- Computers & Software»
- Computer Science & Programming
Using HDFS, MapReduce, Python, Pyspark and Eclipse together with a hint of IPython
The work done here was carried out on a dual MacBookPro on which I had installed a YARN HDFS single node cluster.
Hadoop is traditionally complex and hard to program. After some ten years of development simpler tools based on MapReduce are coming to the fore. One such tool is Apache Spark, a fast and general engine for large scale data processing which claims to be able to run Map Reduce tasks 100 times faster than Hadoop using in memory processing, and 10 times faster on disk.
Spark lets developers write applications in Java, Scala or Python and includes an interactive shell for each language. It powers a number of high level tools (out of scope here), can run on an Apache Yarn 2 cluster manager and can read data in an HDFS file system.
The Eclipse Pydev plugin allows users to develop Python applications from Eclipse, though it can seem temperamental to beginners and is less polished than Eclipse for Java. Pydev is installed by default in Aptana Studio, an Eclipse based IDE for web development.
Ipython (Interactive Python) is Python Distribution that makes interactive computing easier. One important feature of Ipython is the notebook, which allows snippets of code to be executed interactively from a web browser. It also allows execution of UNIX statements by creating a local bash shell inside the noteboook. Ipython can be difficult to install and the easiest way to install it is using the free open source distribution Anaconda
The goal was to set up an environment to allow writing of pyspark code in Eclipse. Since Pyspark requires submitting python code to a shell script that runs the code, running directly from eclipse would not be straightforward and it was unclear whether all available processors would be used if running from within Eclipse , so it was decided to run from the command line or an Ipython notebook. The possibility of running Ipython from Eclipse was deferred.

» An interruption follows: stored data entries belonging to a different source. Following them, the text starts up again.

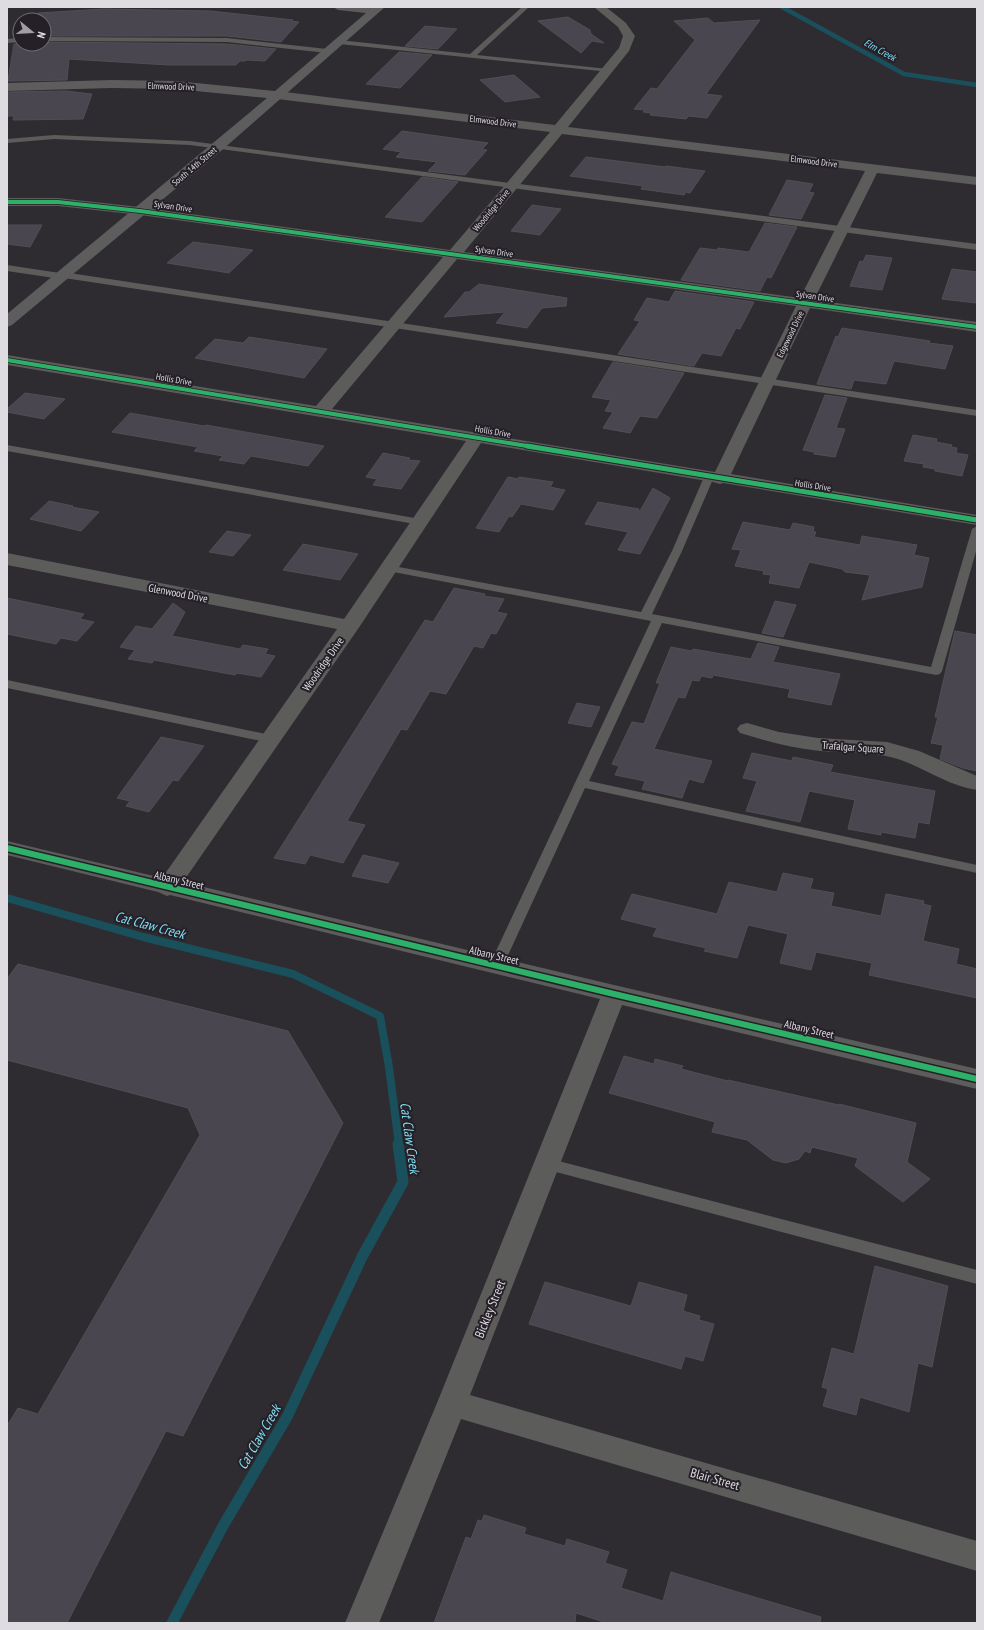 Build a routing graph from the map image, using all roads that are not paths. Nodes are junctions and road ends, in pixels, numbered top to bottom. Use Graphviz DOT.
graph roads {
  1 [pos="338,7"];
  2 [pos="526,7"];
  3 [pos="599,7"];
  4 [pos="377,9"];
  5 [pos="52,39"];
  6 [pos="339,42"];
  7 [pos="327,51"];
  8 [pos="472,56"];
  9 [pos="608,71"];
  10 [pos="7,88"];
  11 [pos="277,95"];
  12 [pos="559,130"];
  13 [pos="7,141"];
  14 [pos="217,147"];
  15 [pos="873,168"];
  16 [pos="977,181"];
  17 [pos="512,185"];
  18 [pos="7,202"];
  19 [pos="140,211"];
  20 [pos="842,229"];
  21 [pos="977,247"];
  22 [pos="454,255"];
  23 [pos="7,268"];
  24 [pos="62,276"];
  25 [pos="805,303"];
  26 [pos="7,322"];
  27 [pos="395,324"];
  28 [pos="977,327"];
  29 [pos="7,360"];
  30 [pos="767,382"];
  31 [pos="320,412"];
  32 [pos="977,413"];
  33 [pos="476,438"];
  34 [pos="7,448"];
  35 [pos="715,478"];
  36 [pos="977,520"];
  37 [pos="420,522"];
  38 [pos="977,529"];
  39 [pos="7,559"];
  40 [pos="388,568"];
  41 [pos="645,616"];
  42 [pos="658,619"];
  43 [pos="350,626"];
  44 [pos="7,684"];
  45 [pos="748,729"];
  46 [pos="271,739"];
  47 [pos="581,783"];
  48 [pos="977,783"];
  49 [pos="7,848"];
  50 [pos="977,869"];
  51 [pos="167,888"];
  52 [pos="496,966"];
  53 [pos="614,994"];
  54 [pos="977,1079"];
  55 [pos="547,1164"];
  56 [pos="977,1277"];
  57 [pos="452,1403"];
  58 [pos="977,1556"];
  59 [pos="362,1623"];
  1 -- 4 [label="street"];
  2 -- 8 [label="lane"];
  3 -- 9 [label="street, Woodridge Drive"];
  4 -- 6 [label="main road, South 14th Street"];
  5 -- 7 [label="lane"];
  6 -- 7 [label="main road, South 14th Street"];
  6 -- 8 [label="lane"];
  7 -- 11 [label="main road, South 14th Street"];
  8 -- 9 [label="lane"];
  9 -- 12 [label="street, Woodridge Drive"];
  10 -- 11 [label="main road, Elmwood Drive"];
  11 -- 12 [label="street, Elmwood Drive"];
  11 -- 14 [label="main road, South 14th Street"];
  12 -- 15 [label="street, Elmwood Drive"];
  12 -- 17 [label="street, Woodridge Drive"];
  13 -- 14 [label="lane"];
  14 -- 17 [label="lane"];
  14 -- 19 [label="main road, South 14th Street"];
  15 -- 16 [label="street, Elmwood Drive"];
  15 -- 20 [label="street, Edgewood Drive"];
  17 -- 20 [label="lane"];
  17 -- 22 [label="street, Woodridge Drive"];
  18 -- 19 [label="street, Sylvan Drive"];
  19 -- 22 [label="street, Sylvan Drive"];
  19 -- 24 [label="main road, South 14th Street"];
  20 -- 21 [label="lane"];
  20 -- 25 [label="street, Edgewood Drive"];
  22 -- 25 [label="street, Sylvan Drive"];
  22 -- 27 [label="street, Woodridge Drive"];
  23 -- 24 [label="lane"];
  24 -- 26 [label="main road, South 14th Street"];
  24 -- 27 [label="lane"];
  25 -- 28 [label="street, Sylvan Drive"];
  25 -- 30 [label="street, Edgewood Drive"];
  27 -- 30 [label="lane"];
  27 -- 31 [label="street, Woodridge Drive"];
  29 -- 31 [label="street, Hollis Drive"];
  30 -- 32 [label="lane"];
  30 -- 35 [label="street, Edgewood Drive"];
  31 -- 33 [label="street, Hollis Drive"];
  33 -- 35 [label="street, Hollis Drive"];
  33 -- 37 [label="street, Woodridge Drive"];
  34 -- 37 [label="lane"];
  35 -- 36 [label="street, Hollis Drive"];
  35 -- 41 [label="lane"];
  37 -- 40 [label="street, Woodridge Drive"];
  38 -- 42 [label="lane"];
  39 -- 43 [label="street, Glenwood Drive"];
  40 -- 41 [label="lane"];
  40 -- 43 [label="street, Woodridge Drive"];
  41 -- 42 [label="lane"];
  42 -- 47 [label="lane"];
  43 -- 46 [label="street, Woodridge Drive"];
  44 -- 46 [label="lane"];
  45 -- 48 [label="street, Trafalgar Square"];
  46 -- 51 [label="street, Woodridge Drive"];
  47 -- 50 [label="lane"];
  47 -- 52 [label="lane"];
  49 -- 51 [label="street, Albany Street"];
  51 -- 52 [label="street, Albany Street"];
  52 -- 53 [label="street, Albany Street"];
  53 -- 54 [label="street, Albany Street"];
  53 -- 55 [label="street, Bickley Street"];
  55 -- 56 [label="lane"];
  55 -- 57 [label="street, Bickley Street"];
  57 -- 58 [label="street, Blair Street"];
  57 -- 59 [label="street, Bickley Street"];
}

Pyspark, the python library for Spark programming was simple to install but less simple to run. A special script, spark-submit, is needed to run python code from the command line. To make this more flexible a shell script was written to hide these problems
After unpacking the spark download into a Directory $SPARK and defining
PYSPARK_HOME = $SPARK/ spark-1.0.2-bin-hadoop2/bin
running a pyspark program reduces to
$PYSPARK_HOME/spark-submit --master local[<n>] $*
where n is the number of cores on which to run a job ( the number of cores on your machine if running locally) and the first argument is the program to run.
You can add 1>pyspark.log 2> pyspark.err to the run command to keep the window as clean as possible.
Pyspark allows files to be written to or read from a hadoop filesystem or to a local filesystem. To access a hadoop filesystem needs a hadoop url of the form
The port depends on how your filesystem is set up, normally it will be 9000
Eclipse and Pyspark
Since Pyspark code must be submitted via a shell script running and debugging inside Eclipse may be possible but the reward may not justify the effort.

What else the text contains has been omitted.